Down in the third story, on the built-out gallery, another sort of magic was at work. A climbing pelargonium and some ivy had wound themselves round the broken beams and met overhead, and there hung a little red paper lantern, which cast a cheerful glow over it all.
It was as though the summer night had found a sanctuary in the heart of this wilderness of stone. Under the lantern sat Madam Johnsen and her daughter sewing; and Hanne’s face glowed like a rose in the night, and every now and then she turned it up toward Pelle and smiled, and made an impatient movement of her head.
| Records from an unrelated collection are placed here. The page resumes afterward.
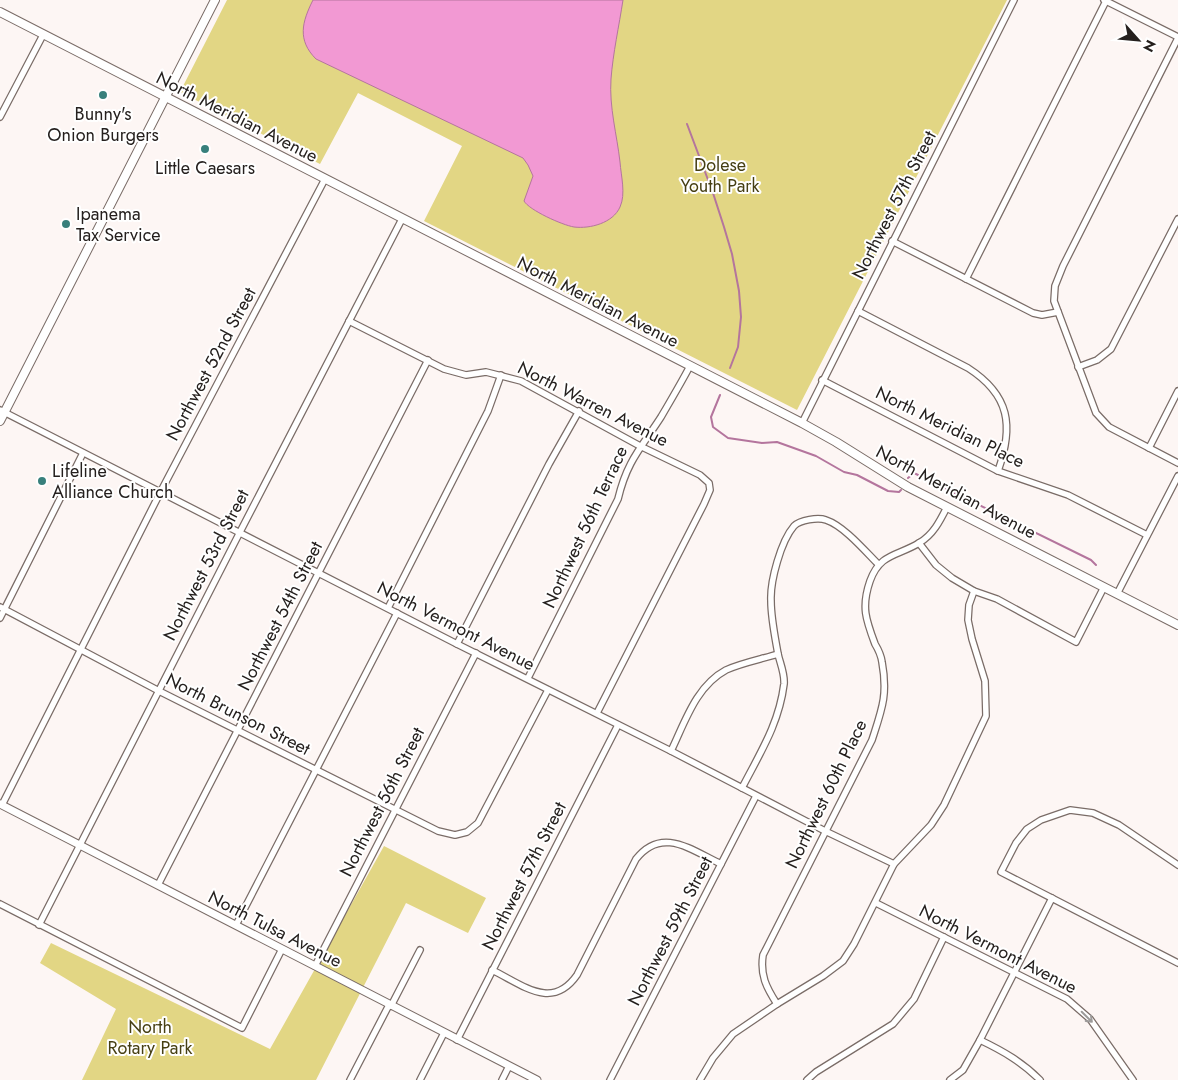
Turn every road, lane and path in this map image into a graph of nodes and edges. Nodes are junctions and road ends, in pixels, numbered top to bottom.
1 (215, 0) edge
2 (1014, 0) edge
3 (1105, 1) edge
4 (0, 12) edge
5 (43, 34) junction
6 (1178, 38) edge
7 (166, 98) junction
8 (0, 117) edge
9 (325, 179) junction
10 (402, 219) junction
11 (1178, 219) edge
12 (892, 242) junction
13 (966, 279) junction
14 (858, 311) junction
15 (1058, 312) junction
16 (349, 320) junction
17 (428, 360) junction
18 (690, 366) junction
19 (1078, 367) junction
20 (501, 375) junction
21 (822, 380) junction
22 (1178, 391) edge
23 (2, 411) edge
24 (579, 412) junction
25 (0, 422) edge
26 (802, 423) junction
27 (640, 446) junction
28 (1149, 448) junction
29 (84, 453) junction
30 (1178, 463) edge
31 (998, 471) junction
32 (1178, 476) edge
33 (161, 492) junction
34 (947, 507) junction
35 (240, 532) junction
36 (1147, 535) junction
37 (919, 543) junction
38 (878, 564) junction
39 (319, 573) junction
40 (1104, 587) junction
41 (974, 591) junction
42 (1117, 594) junction
43 (2, 608) edge
44 (388, 608) junction
45 (397, 613) junction
46 (0, 618) edge
47 (1178, 625) edge
48 (457, 644) junction
49 (82, 649) junction
50 (476, 653) junction
51 (778, 654) junction
52 (528, 678) junction
53 (548, 690) junction
54 (159, 691) junction
55 (597, 713) junction
56 (618, 725) junction
57 (238, 730) junction
58 (671, 751) junction
59 (316, 770) junction
60 (742, 788) junction
61 (756, 796) junction
62 (1, 805) edge
63 (395, 810) junction
64 (824, 831) junction
65 (80, 846) junction
66 (721, 864) junction
67 (894, 864) junction
68 (1178, 865) edge
69 (158, 885) junction
70 (1052, 898) junction
71 (876, 903) junction
72 (0, 904) edge
73 (39, 925) junction
74 (236, 925) junction
75 (944, 937) junction
76 (282, 949) junction
77 (420, 950) dead end
78 (1178, 963) edge
79 (314, 966) junction
80 (492, 970) junction
81 (1014, 972) junction
82 (776, 1004) junction
83 (390, 1005) junction
84 (444, 1033) junction
85 (457, 1040) junction
86 (980, 1040) junction
87 (510, 1066) junction
88 (350, 1080) edge
89 (420, 1080) edge
90 (502, 1080) edge
91 (536, 1080) edge
92 (610, 1080) edge
93 (700, 1080) edge
94 (807, 1080) edge
95 (950, 1080) edge
96 (1040, 1080) edge
97 (1133, 1080) edge

1 - 7 main road
2 - 12 street, Northwest 57th Street
3 - 6 street
3 - 13 street
4 - 5 main road, North Meridian Avenue
5 - 7 main road, North Meridian Avenue
5 - 8 street
6 - 15 street
7 - 9 main road, North Meridian Avenue
7 - 23 main road
9 - 10 main road, North Meridian Avenue
9 - 33 street, Northwest 52nd Street
10 - 16 street, Northwest 53rd Street
10 - 18 main road, North Meridian Avenue
11 - 19 street
12 - 13 street
12 - 14 street, Northwest 57th Street
13 - 15 street
14 - 21 street, Northwest 57th Street
14 - 31 street
15 - 19 street
16 - 17 street, North Warren Avenue
16 - 35 street, Northwest 53rd Street
17 - 20 street, North Warren Avenue
17 - 39 street, Northwest 54th Street
18 - 26 main road, North Meridian Avenue
18 - 27 street, Northwest 56th Terrace
19 - 28 street
20 - 24 street, North Warren Avenue
20 - 44 street
21 - 26 street, Northwest 57th Street
21 - 31 street, North Meridian Place
22 - 28 street
23 - 25 main road
23 - 29 street, North Vermont Avenue
24 - 27 street, North Warren Avenue
24 - 48 street
26 - 34 main road, North Meridian Avenue
27 - 52 street, Northwest 56th Terrace
27 - 55 street, North Warren Avenue
28 - 30 street
29 - 33 street, North Vermont Avenue
29 - 43 street
31 - 36 street, North Meridian Place
32 - 36 street
33 - 35 street, North Vermont Avenue
33 - 49 street, Northwest 52nd Street
34 - 37 street
34 - 40 main road, North Meridian Avenue
35 - 39 street, North Vermont Avenue
35 - 54 street, Northwest 53rd Street
36 - 42 street
37 - 38 street
37 - 41 street
38 - 51 street
38 - 64 street, Northwest 60th Place
39 - 44 street, North Vermont Avenue
39 - 57 street, Northwest 54th Street
40 - 41 street
40 - 42 main road, North Meridian Avenue
41 - 67 street
42 - 47 main road, North Meridian Avenue
43 - 46 street
43 - 49 street, North Brunson Street
44 - 45 street, North Vermont Avenue
45 - 48 street, North Vermont Avenue
45 - 59 street
48 - 50 street, North Vermont Avenue
49 - 54 street, North Brunson Street
49 - 62 street, Northwest 52nd Street
50 - 52 street, North Vermont Avenue
50 - 63 street, Northwest 56th Street
51 - 58 street
51 - 60 street
52 - 53 street, North Vermont Avenue
53 - 55 street, North Vermont Avenue
53 - 63 street, North Brunson Street
54 - 57 street, North Brunson Street
54 - 65 street, Northwest 53rd Street
55 - 56 street, North Vermont Avenue
56 - 58 street, North Vermont Avenue
56 - 80 street, Northwest 57th Street
57 - 59 street, North Brunson Street
57 - 69 street, Northwest 54th Street
58 - 60 street, North Vermont Avenue
59 - 63 street, North Brunson Street
59 - 74 street
60 - 61 street, North Vermont Avenue
61 - 64 street, North Vermont Avenue
61 - 66 street, Northwest 59th Street
62 - 65 street, North Tulsa Avenue
63 - 79 street, Northwest 56th Street
64 - 67 street, North Vermont Avenue
64 - 82 street, Northwest 60th Place
65 - 69 street, North Tulsa Avenue
65 - 73 street, Northwest 53rd Street
66 - 80 street
66 - 92 street, Northwest 59th Street
67 - 71 street
68 - 70 street
69 - 74 street, North Tulsa Avenue
70 - 78 street
70 - 81 street
71 - 75 street, North Vermont Avenue
71 - 82 street
72 - 73 street
73 - 76 street
74 - 76 street, North Tulsa Avenue
75 - 81 street, North Vermont Avenue
75 - 94 street
76 - 79 street, North Tulsa Avenue
77 - 83 street
79 - 83 street, North Tulsa Avenue
80 - 85 street, Northwest 57th Street
81 - 86 street
81 -> 97 street, North Vermont Avenue
82 - 93 street
83 - 84 street, North Tulsa Avenue
83 - 88 street
84 - 85 street, North Tulsa Avenue
84 - 89 street
85 - 87 street, North Tulsa Avenue
86 - 95 street
86 - 96 street
87 - 90 street
87 - 91 street, North Tulsa Avenue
Then Pelle turned away a little, re-crossed his leg, and leant over on the other side, restless as a horse in blinkers.
Close behind him his neighbor, Madam Frandsen, was bustling about her little kitchen. The door stood open on to the platform, and she chattered incessantly, half to herself and half to Pelle, about her gout, her dead husband, and her lout of a son. She needed to rest her body, did this old woman. “My God, yes; and here I have to keep slaving and getting his food ready for Ferdinand from morning to night and from night to morning again. And he doesn’t even trouble himself to come home to it. I can’t go looking into his wild ways; all I can do is to sit here and worry and keep his meals warm. Now that’s a tasty little bit; and he’ll soon come when he’s hungry, I tell myself. Ah, yes, our young days, they’re soon gone. And you stand there and stare like a baa-lamb and the girl down there is nodding at you fit to crick her neck! Yes, the men are a queer race; they pretend they wouldn’t dare—and yet who is it causes all the misfortunes?”
“She doesn’t want anything to do with me!” said Pelle grumpily; “she’s just playing with me.”
“Yes, a girl goes on playing with a white mouse until she gets it! You ought to be ashamed to stand there hanging your head! So young and well-grown as you are too! You cut her tail-feathers off, and you’ll get a good wife!” She nudged him in the side with her elbow.
Then at last Pelle made up his mind to go clattering down the stairs to the third story, and along the gallery.
“Why have you been so standoffish today?” said Madam Johnsen, making room for him. “You know you are always very welcome. What are all these preliminaries for?”
“Pelle is shortsighted; he can’t see as far as this,” said Hanne, tossing her head. She sat there turning her head about; she gazed at him smiling, her head thrown back and her mouth open. The light fell on her white teeth.
“Shall we get fine weather tomorrow?” asked the mother.
Pelle thought they would; he gazed up at the little speck of sky in a weather-wise manner. Hanne laughed.
“Are you a weather-prophet, Pelle? But you haven’t any corns!”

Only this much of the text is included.